- _Provided records_:
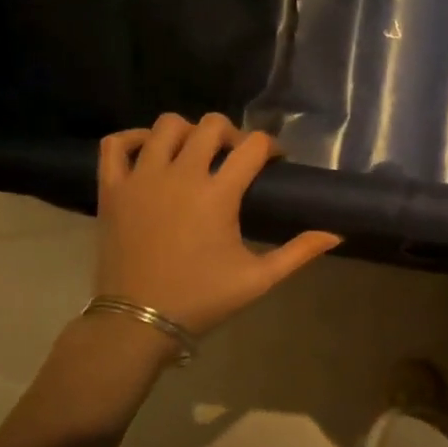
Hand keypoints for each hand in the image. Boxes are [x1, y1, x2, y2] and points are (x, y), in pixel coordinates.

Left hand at [92, 113, 341, 337]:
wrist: (138, 321)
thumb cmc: (202, 299)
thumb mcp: (259, 279)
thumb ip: (299, 252)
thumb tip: (336, 233)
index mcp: (218, 194)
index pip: (253, 145)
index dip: (271, 147)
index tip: (275, 162)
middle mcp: (180, 175)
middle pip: (211, 125)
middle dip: (232, 134)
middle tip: (236, 159)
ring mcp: (141, 178)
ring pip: (166, 126)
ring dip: (187, 133)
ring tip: (194, 155)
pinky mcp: (111, 188)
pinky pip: (116, 143)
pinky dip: (133, 139)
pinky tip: (149, 153)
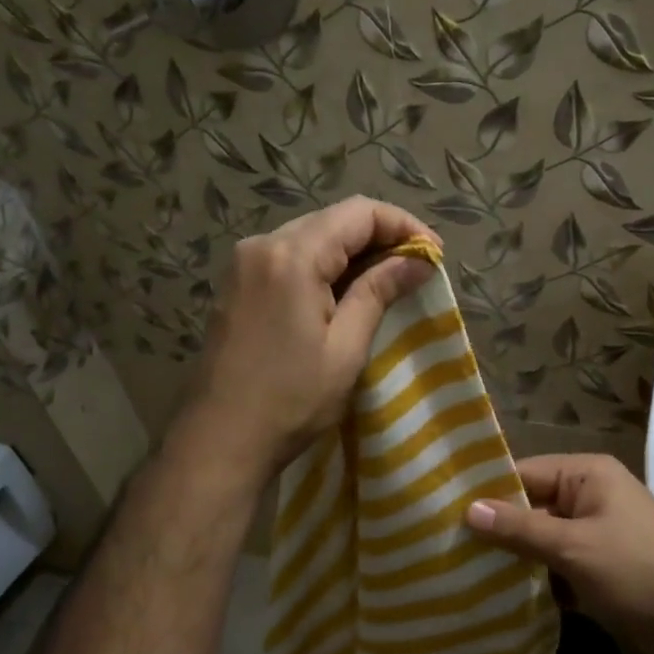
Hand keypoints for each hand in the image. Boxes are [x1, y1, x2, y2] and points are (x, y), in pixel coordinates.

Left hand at [188, 196, 438, 474]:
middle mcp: (262, 245)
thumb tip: (419, 261)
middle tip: (417, 268)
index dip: (403, 226)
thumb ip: (379, 292)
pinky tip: (345, 291)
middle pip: (333, 219)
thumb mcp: (345, 348)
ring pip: (312, 235)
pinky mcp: (237, 284)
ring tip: (389, 280)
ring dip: (353, 251)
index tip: (434, 254)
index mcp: (291, 255)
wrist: (219, 440)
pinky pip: (290, 256)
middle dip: (380, 236)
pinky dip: (324, 265)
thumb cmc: (290, 400)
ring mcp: (244, 263)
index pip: (359, 213)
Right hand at [465, 454, 653, 653]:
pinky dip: (538, 582)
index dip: (486, 493)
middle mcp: (590, 496)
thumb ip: (520, 528)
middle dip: (497, 531)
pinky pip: (558, 566)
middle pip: (531, 507)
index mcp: (586, 474)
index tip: (443, 513)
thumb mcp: (574, 547)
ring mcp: (597, 533)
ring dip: (515, 560)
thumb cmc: (638, 570)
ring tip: (463, 576)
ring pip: (542, 541)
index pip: (523, 473)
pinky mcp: (600, 568)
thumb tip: (468, 509)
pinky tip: (501, 600)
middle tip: (447, 550)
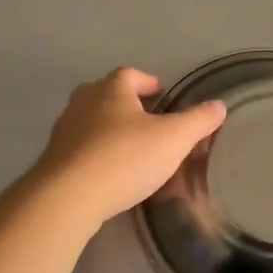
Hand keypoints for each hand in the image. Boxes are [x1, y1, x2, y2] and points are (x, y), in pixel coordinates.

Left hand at [32, 68, 226, 227]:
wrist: (67, 197)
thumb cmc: (125, 158)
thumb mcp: (174, 139)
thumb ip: (198, 121)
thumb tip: (219, 105)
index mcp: (111, 89)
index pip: (131, 74)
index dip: (148, 82)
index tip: (162, 94)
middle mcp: (83, 102)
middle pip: (107, 93)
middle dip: (127, 103)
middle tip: (148, 120)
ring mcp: (64, 130)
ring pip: (91, 121)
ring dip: (110, 129)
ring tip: (132, 148)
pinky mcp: (53, 159)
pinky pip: (80, 148)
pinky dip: (96, 153)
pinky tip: (110, 172)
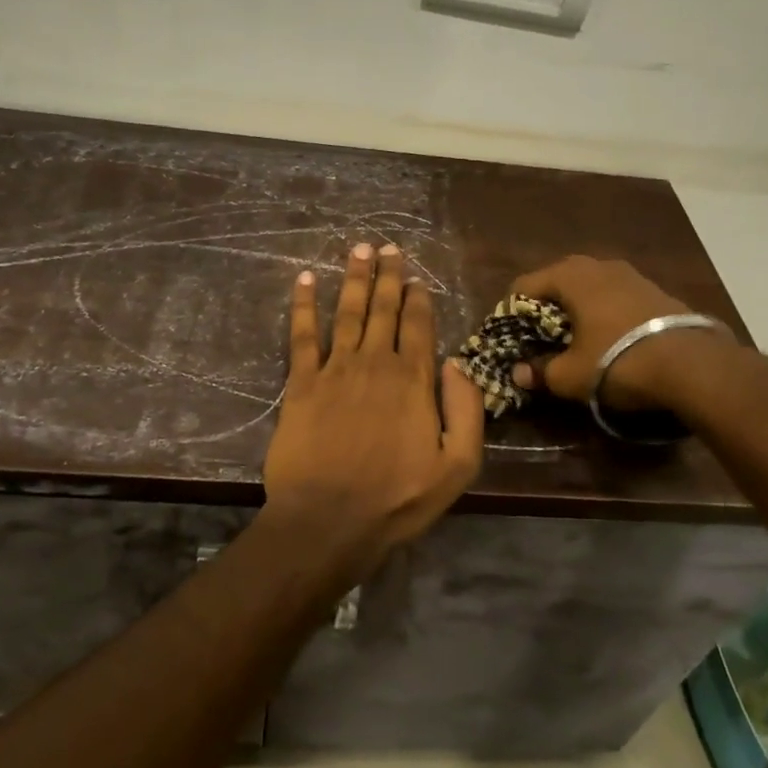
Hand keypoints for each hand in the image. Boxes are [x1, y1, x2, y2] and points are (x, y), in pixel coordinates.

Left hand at [262, 243, 484, 578]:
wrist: (329, 521)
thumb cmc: (398, 499)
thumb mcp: (458, 465)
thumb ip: (466, 409)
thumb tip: (456, 362)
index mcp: (414, 380)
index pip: (418, 326)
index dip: (418, 298)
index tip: (415, 277)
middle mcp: (375, 363)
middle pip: (383, 309)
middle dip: (387, 276)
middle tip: (386, 246)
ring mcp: (335, 370)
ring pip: (347, 312)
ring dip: (353, 278)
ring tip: (357, 249)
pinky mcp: (301, 384)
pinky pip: (302, 335)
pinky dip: (303, 305)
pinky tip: (304, 280)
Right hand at [509, 255, 737, 412]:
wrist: (693, 366)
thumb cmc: (618, 362)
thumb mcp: (570, 375)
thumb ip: (540, 371)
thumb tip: (518, 373)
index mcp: (571, 276)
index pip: (524, 286)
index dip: (510, 313)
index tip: (510, 340)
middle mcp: (599, 265)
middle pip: (557, 283)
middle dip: (544, 310)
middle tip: (538, 340)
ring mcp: (631, 275)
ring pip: (589, 289)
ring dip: (576, 311)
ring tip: (573, 341)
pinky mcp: (655, 290)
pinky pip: (614, 297)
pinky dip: (603, 314)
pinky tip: (608, 340)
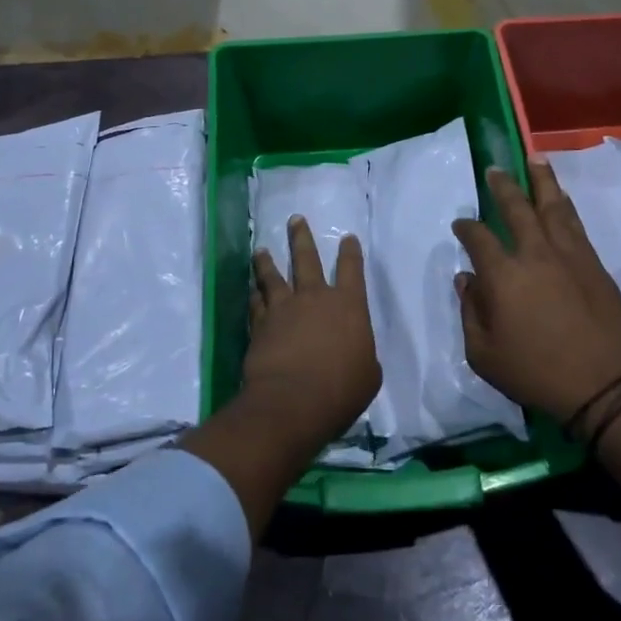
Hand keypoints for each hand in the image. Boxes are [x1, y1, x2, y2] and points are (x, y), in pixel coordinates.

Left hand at [243, 217, 380, 446]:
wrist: (293, 400)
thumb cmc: (341, 389)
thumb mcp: (368, 375)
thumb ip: (362, 354)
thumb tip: (354, 353)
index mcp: (349, 306)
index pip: (352, 270)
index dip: (351, 253)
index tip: (347, 238)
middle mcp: (315, 298)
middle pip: (307, 259)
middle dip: (301, 237)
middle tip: (295, 220)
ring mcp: (284, 308)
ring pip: (273, 276)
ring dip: (267, 261)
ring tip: (261, 249)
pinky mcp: (260, 324)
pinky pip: (256, 302)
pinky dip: (254, 294)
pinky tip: (251, 290)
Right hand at [452, 162, 620, 421]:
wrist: (605, 386)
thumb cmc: (536, 374)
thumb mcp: (484, 354)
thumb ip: (470, 312)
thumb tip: (467, 279)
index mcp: (503, 276)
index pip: (478, 238)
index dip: (466, 228)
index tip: (460, 225)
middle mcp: (535, 254)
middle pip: (516, 208)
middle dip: (502, 186)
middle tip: (495, 169)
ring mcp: (569, 256)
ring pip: (553, 207)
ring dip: (542, 181)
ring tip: (534, 159)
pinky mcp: (594, 264)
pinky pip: (575, 224)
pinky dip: (564, 205)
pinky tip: (560, 198)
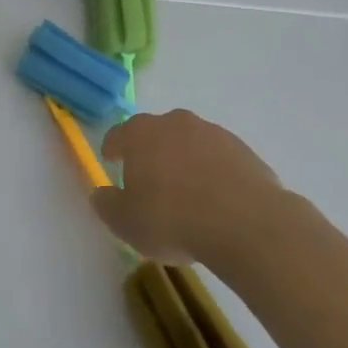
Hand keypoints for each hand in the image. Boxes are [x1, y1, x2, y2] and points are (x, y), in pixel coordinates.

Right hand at [93, 110, 299, 268]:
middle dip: (151, 151)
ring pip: (190, 144)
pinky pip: (219, 159)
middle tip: (150, 179)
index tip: (111, 160)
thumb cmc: (173, 219)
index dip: (112, 148)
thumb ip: (107, 205)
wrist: (246, 224)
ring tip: (187, 194)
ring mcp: (213, 133)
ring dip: (185, 161)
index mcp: (141, 133)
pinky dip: (214, 173)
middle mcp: (175, 123)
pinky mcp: (244, 150)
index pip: (118, 134)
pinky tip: (217, 201)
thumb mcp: (126, 222)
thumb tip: (101, 194)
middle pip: (156, 133)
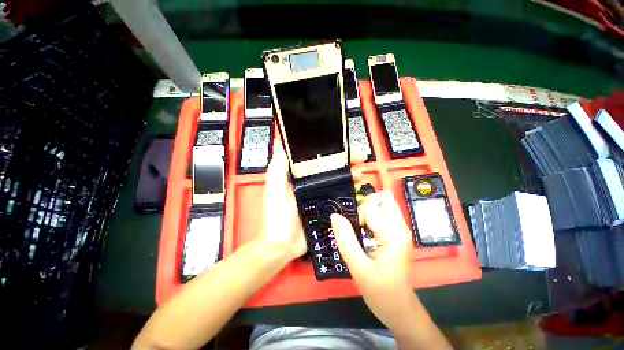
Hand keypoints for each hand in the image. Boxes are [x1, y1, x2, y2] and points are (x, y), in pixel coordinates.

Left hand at [259, 139, 368, 261]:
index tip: (343, 146)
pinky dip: (351, 189)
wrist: (285, 245)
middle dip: (346, 161)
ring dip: (350, 173)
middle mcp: (311, 182)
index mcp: (299, 176)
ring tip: (360, 172)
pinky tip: (359, 187)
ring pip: (339, 179)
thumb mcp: (275, 190)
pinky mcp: (327, 206)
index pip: (316, 158)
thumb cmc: (278, 216)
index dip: (329, 151)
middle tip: (358, 158)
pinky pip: (341, 195)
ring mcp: (321, 194)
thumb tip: (279, 143)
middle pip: (331, 167)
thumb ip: (277, 168)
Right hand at [331, 192, 414, 330]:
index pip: (371, 209)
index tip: (353, 230)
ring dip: (369, 207)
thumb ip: (345, 240)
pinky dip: (373, 213)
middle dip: (366, 203)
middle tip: (357, 221)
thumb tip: (335, 215)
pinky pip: (385, 211)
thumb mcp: (357, 268)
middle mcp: (401, 227)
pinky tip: (366, 229)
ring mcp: (402, 228)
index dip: (357, 215)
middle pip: (384, 197)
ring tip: (361, 225)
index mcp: (393, 236)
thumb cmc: (379, 291)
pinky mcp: (399, 231)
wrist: (399, 307)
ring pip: (385, 202)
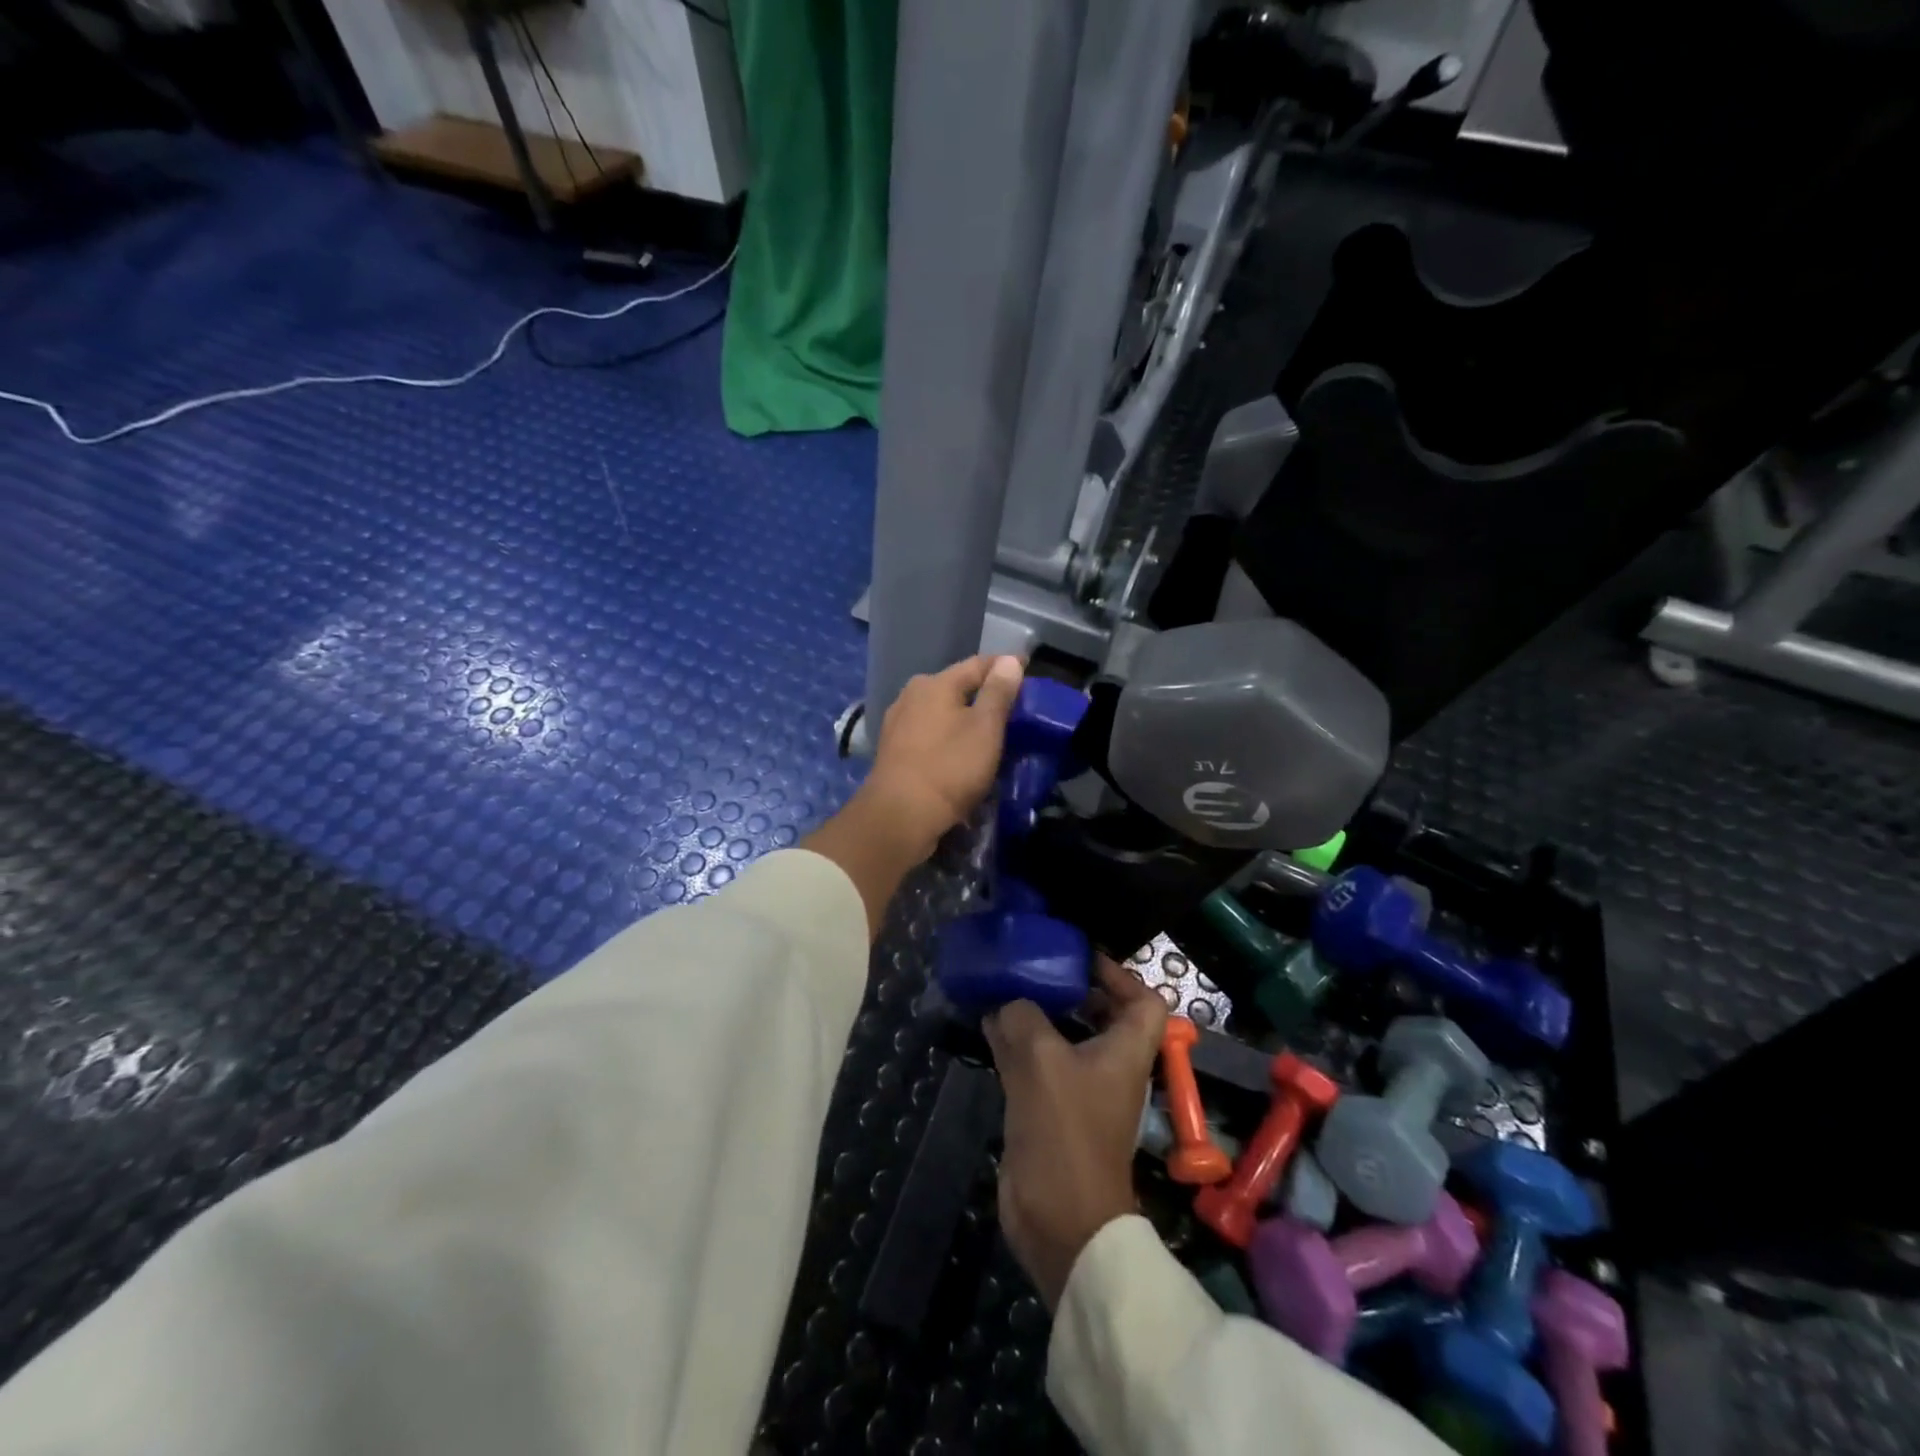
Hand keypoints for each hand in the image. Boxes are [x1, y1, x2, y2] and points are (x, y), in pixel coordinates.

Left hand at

- _What the task requires_: The answer must be every line from the records above that contains "Left".

- _Task answer_:
Left hand at [92, 113, 341, 337]:
Left hand at [188, 196, 438, 474]:
Left hand at [32, 68, 226, 227]:
Left hand at [262, 243, 484, 578]:
Left hand at [243, 217, 380, 446]:
Left hand at [259, 139, 368, 261]:
Left hand at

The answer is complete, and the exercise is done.